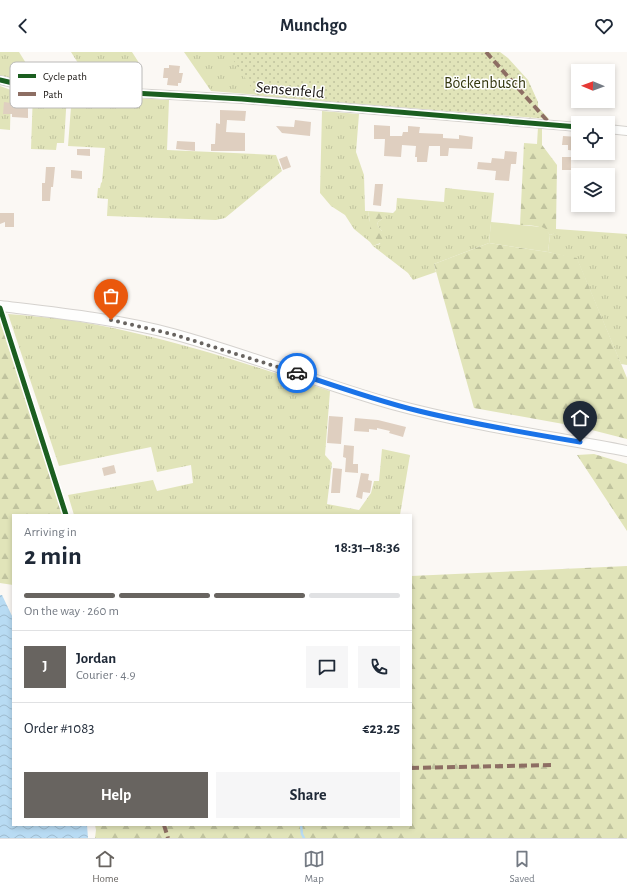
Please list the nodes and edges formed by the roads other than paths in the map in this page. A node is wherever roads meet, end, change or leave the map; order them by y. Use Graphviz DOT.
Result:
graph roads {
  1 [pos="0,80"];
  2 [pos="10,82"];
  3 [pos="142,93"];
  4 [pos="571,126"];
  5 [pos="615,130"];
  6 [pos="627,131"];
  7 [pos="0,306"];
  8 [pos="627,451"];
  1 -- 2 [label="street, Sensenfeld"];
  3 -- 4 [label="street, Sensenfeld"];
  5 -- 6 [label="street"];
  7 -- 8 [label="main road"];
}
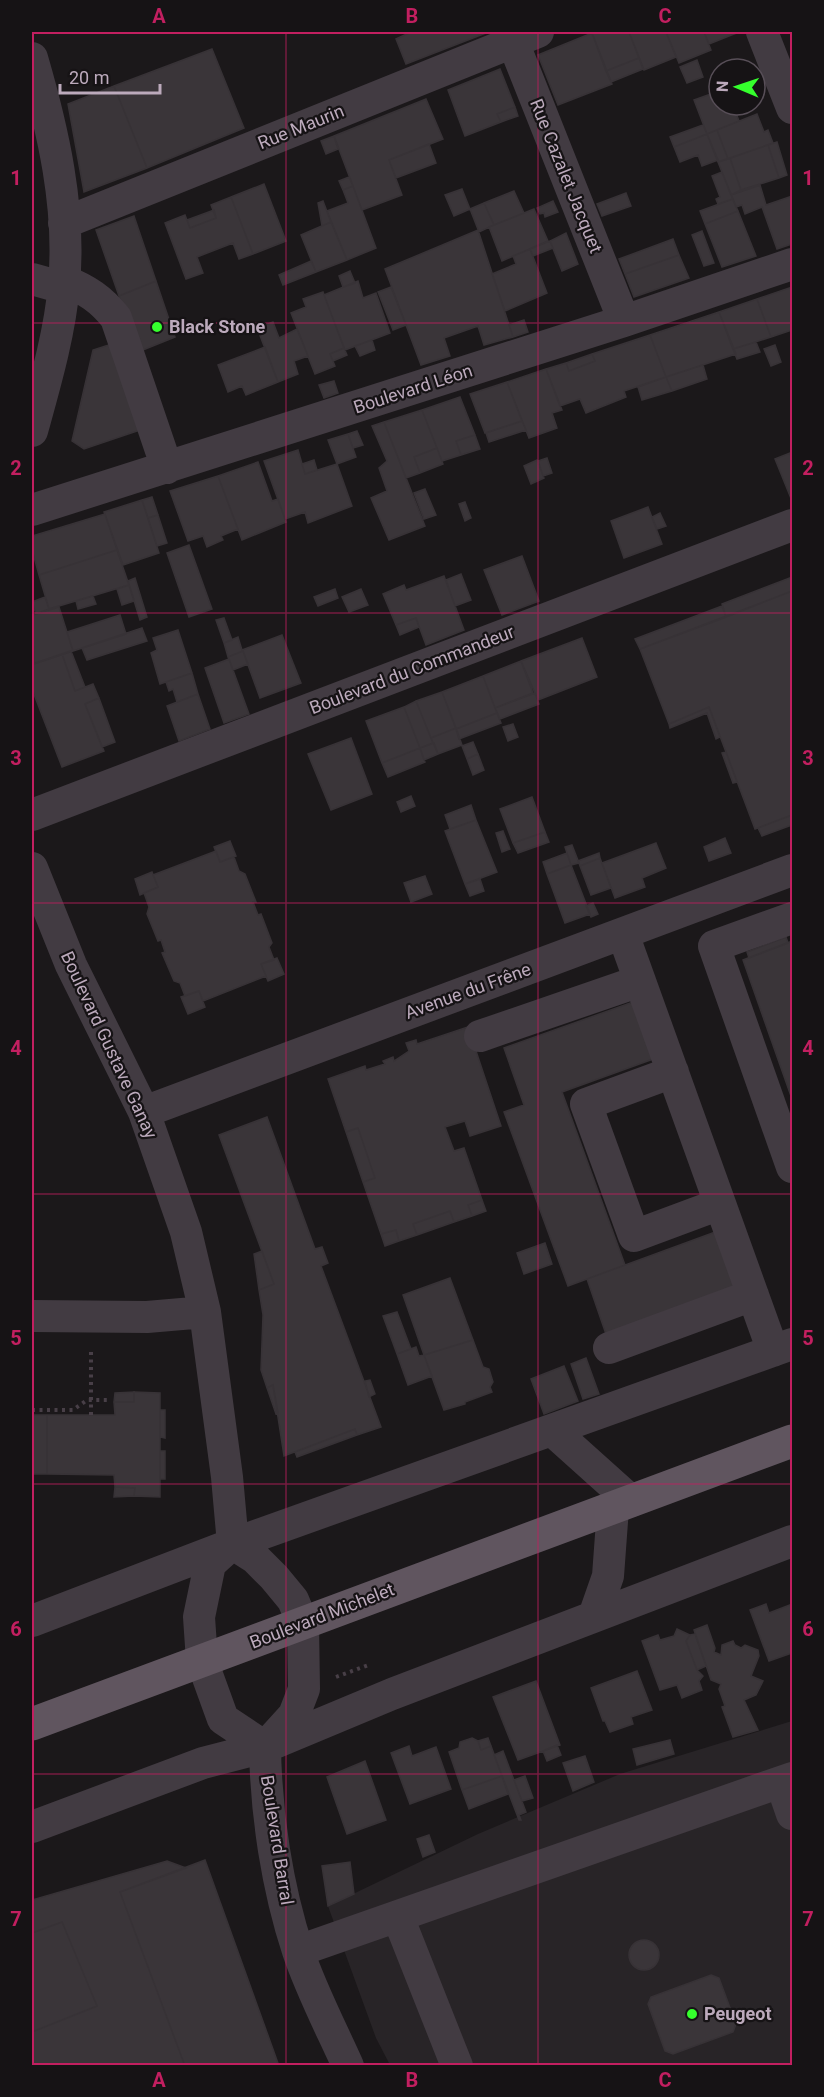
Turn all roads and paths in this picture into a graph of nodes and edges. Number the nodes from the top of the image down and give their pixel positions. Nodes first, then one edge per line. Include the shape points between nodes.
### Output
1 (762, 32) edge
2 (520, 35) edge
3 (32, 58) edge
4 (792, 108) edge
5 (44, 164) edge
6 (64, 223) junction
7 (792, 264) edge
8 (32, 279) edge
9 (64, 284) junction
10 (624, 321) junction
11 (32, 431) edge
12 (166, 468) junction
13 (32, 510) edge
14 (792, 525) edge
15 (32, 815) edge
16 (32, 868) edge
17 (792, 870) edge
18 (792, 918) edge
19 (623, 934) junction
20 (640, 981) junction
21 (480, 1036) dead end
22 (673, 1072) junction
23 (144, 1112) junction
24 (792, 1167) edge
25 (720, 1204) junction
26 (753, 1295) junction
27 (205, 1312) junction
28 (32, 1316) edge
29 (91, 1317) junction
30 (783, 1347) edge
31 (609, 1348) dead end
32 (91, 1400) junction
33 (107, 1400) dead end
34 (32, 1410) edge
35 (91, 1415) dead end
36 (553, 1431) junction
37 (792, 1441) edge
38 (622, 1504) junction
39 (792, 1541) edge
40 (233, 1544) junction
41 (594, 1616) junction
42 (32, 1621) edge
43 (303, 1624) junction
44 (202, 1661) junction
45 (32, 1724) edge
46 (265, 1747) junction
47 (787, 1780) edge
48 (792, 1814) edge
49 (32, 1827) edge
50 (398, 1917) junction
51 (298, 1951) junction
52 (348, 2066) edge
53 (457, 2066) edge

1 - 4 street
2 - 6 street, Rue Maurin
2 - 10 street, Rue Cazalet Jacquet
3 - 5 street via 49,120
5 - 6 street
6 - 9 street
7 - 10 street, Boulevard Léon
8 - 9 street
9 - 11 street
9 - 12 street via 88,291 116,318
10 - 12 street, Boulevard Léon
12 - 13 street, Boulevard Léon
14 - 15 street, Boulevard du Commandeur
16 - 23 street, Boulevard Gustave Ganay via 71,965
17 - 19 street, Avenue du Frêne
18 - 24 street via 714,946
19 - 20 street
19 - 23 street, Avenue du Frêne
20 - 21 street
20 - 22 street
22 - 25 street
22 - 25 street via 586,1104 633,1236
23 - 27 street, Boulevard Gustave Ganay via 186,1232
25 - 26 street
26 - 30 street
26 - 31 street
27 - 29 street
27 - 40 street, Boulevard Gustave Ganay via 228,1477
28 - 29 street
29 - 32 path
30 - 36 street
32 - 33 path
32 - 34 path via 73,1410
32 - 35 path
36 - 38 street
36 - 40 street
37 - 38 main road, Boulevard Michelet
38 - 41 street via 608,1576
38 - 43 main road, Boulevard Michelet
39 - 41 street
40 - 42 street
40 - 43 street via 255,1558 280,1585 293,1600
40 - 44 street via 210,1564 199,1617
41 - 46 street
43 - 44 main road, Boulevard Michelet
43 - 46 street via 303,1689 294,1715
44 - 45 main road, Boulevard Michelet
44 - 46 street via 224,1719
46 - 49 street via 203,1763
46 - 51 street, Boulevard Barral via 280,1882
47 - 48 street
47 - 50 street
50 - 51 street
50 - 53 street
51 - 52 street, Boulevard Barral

* * *

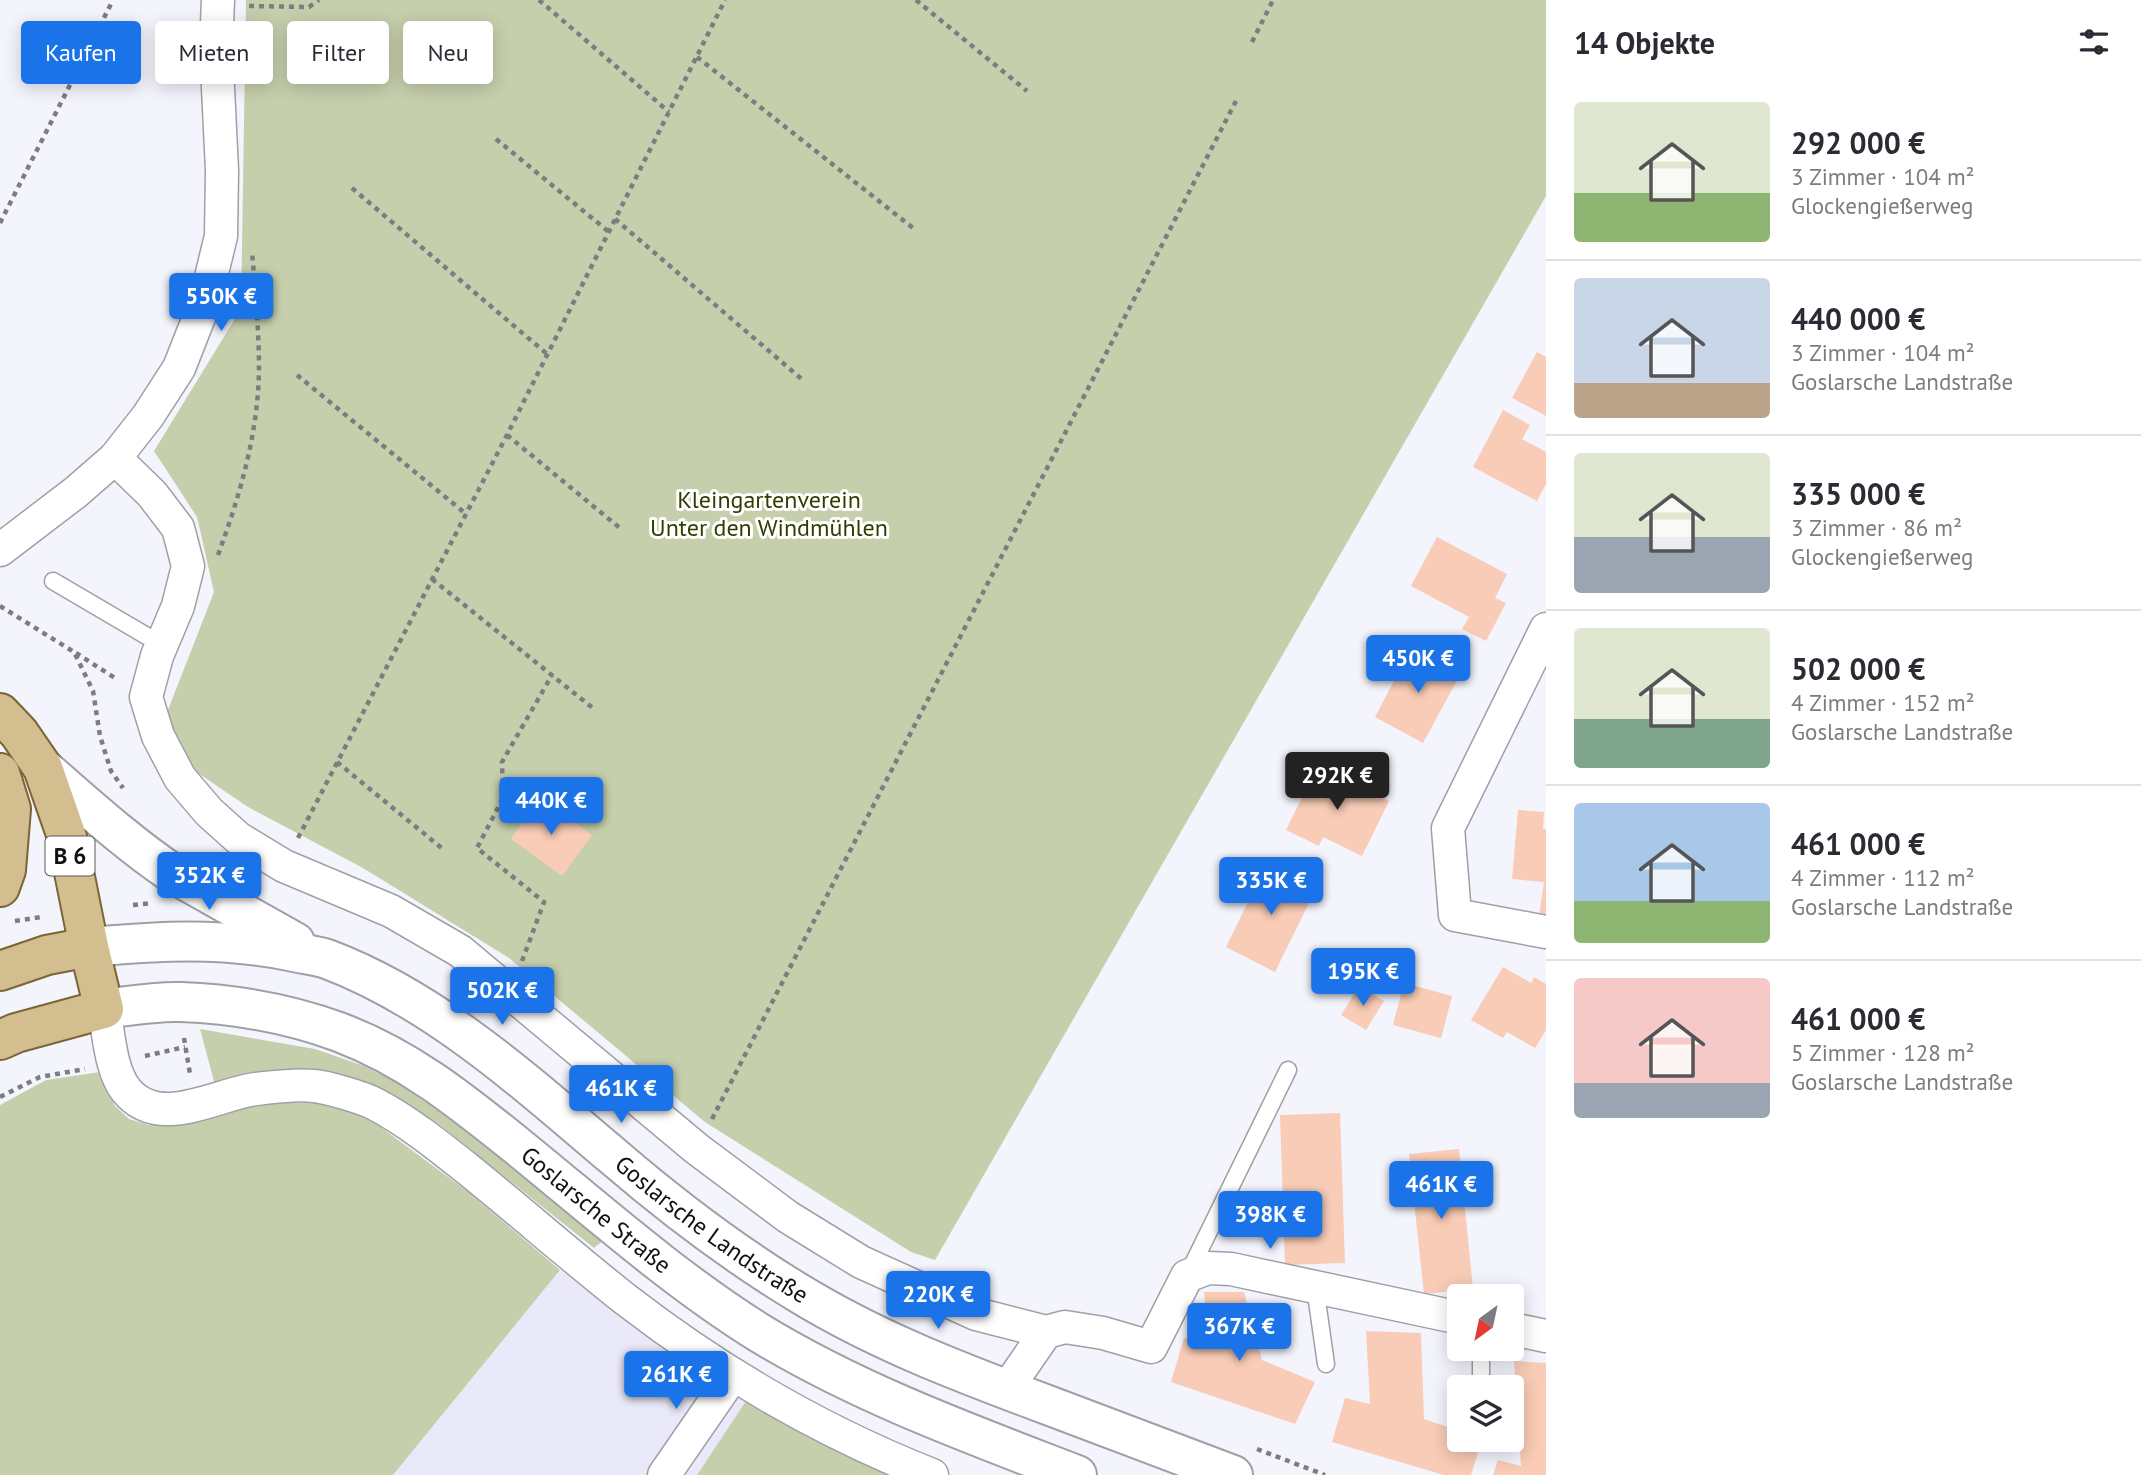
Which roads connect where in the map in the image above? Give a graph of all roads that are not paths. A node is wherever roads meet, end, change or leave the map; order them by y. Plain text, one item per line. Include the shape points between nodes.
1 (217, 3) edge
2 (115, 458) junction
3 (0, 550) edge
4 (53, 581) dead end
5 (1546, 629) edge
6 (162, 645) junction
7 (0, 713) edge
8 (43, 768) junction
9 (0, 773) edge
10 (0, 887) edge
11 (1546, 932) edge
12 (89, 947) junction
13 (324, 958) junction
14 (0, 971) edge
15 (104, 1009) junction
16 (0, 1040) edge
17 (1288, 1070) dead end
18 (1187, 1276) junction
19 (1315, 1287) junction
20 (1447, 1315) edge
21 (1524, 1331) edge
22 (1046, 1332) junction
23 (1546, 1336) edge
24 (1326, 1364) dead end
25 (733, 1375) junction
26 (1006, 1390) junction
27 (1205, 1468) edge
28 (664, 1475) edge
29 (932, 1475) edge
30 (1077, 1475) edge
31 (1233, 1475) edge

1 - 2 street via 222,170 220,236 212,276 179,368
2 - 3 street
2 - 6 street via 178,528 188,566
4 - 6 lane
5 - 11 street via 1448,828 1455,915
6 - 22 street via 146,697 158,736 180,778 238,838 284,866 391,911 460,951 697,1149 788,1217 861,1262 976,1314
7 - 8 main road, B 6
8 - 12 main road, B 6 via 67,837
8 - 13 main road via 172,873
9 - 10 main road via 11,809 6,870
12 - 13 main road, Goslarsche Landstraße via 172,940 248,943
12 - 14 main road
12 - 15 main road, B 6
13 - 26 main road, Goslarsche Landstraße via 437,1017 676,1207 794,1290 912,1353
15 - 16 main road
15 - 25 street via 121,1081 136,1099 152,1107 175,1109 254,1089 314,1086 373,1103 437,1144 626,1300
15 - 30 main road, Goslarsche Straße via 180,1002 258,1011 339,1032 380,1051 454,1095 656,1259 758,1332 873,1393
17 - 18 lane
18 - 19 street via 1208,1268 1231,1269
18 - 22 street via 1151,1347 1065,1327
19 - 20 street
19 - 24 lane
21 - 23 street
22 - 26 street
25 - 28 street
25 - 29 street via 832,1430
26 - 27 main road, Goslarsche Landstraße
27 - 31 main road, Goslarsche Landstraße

==

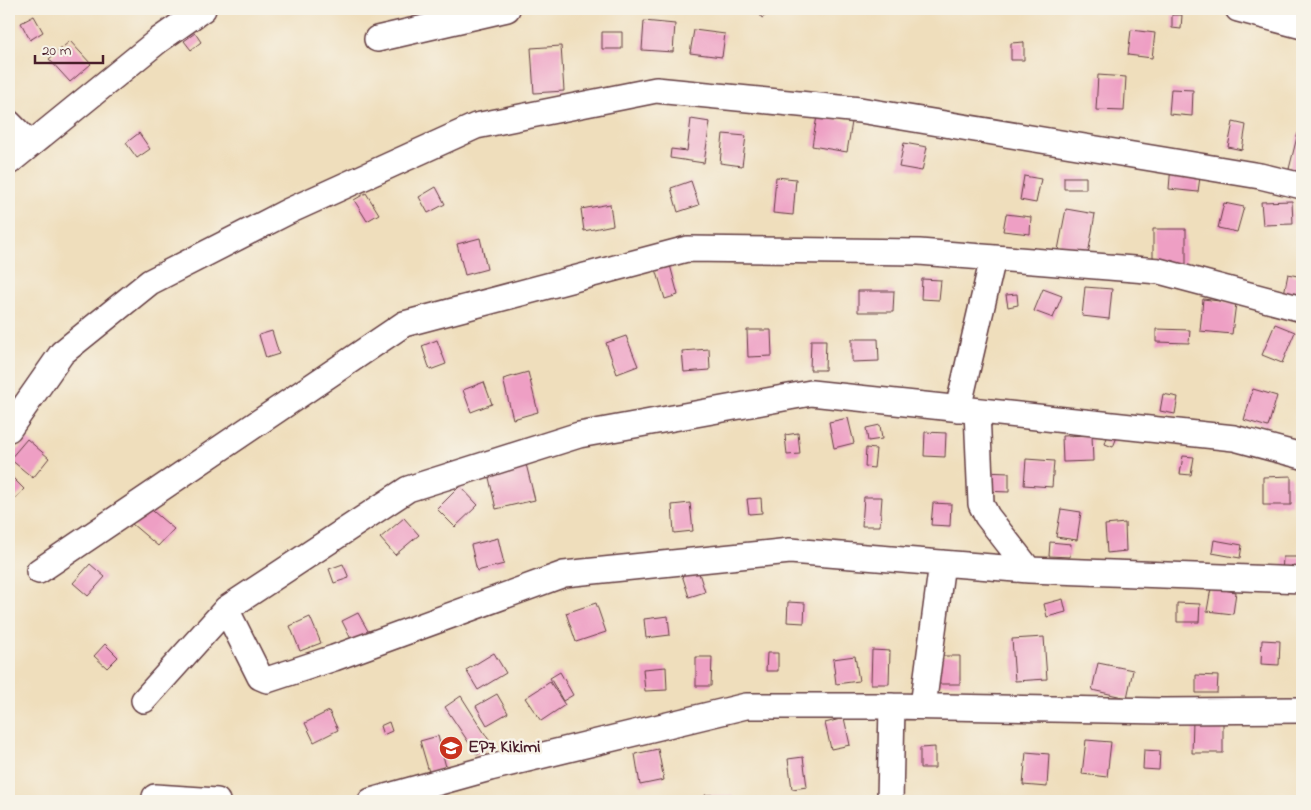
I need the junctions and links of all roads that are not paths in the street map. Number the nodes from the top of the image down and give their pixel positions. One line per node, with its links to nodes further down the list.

[WHAT THE TASK REQUIRES] Looking through the data above, copy out each line in which the string "pixel" occurs.

[ANSWER FOR THE TASK]
Turn all roads and paths in this picture into a graph of nodes and edges. Number the nodes from the top of the image down and give their pixel positions. Nodes first, then one edge per line. Include the shape points between nodes.
I need the junctions and links of all roads that are not paths in the street map. Number the nodes from the top of the image down and give their pixel positions. One line per node, with its links to nodes further down the list.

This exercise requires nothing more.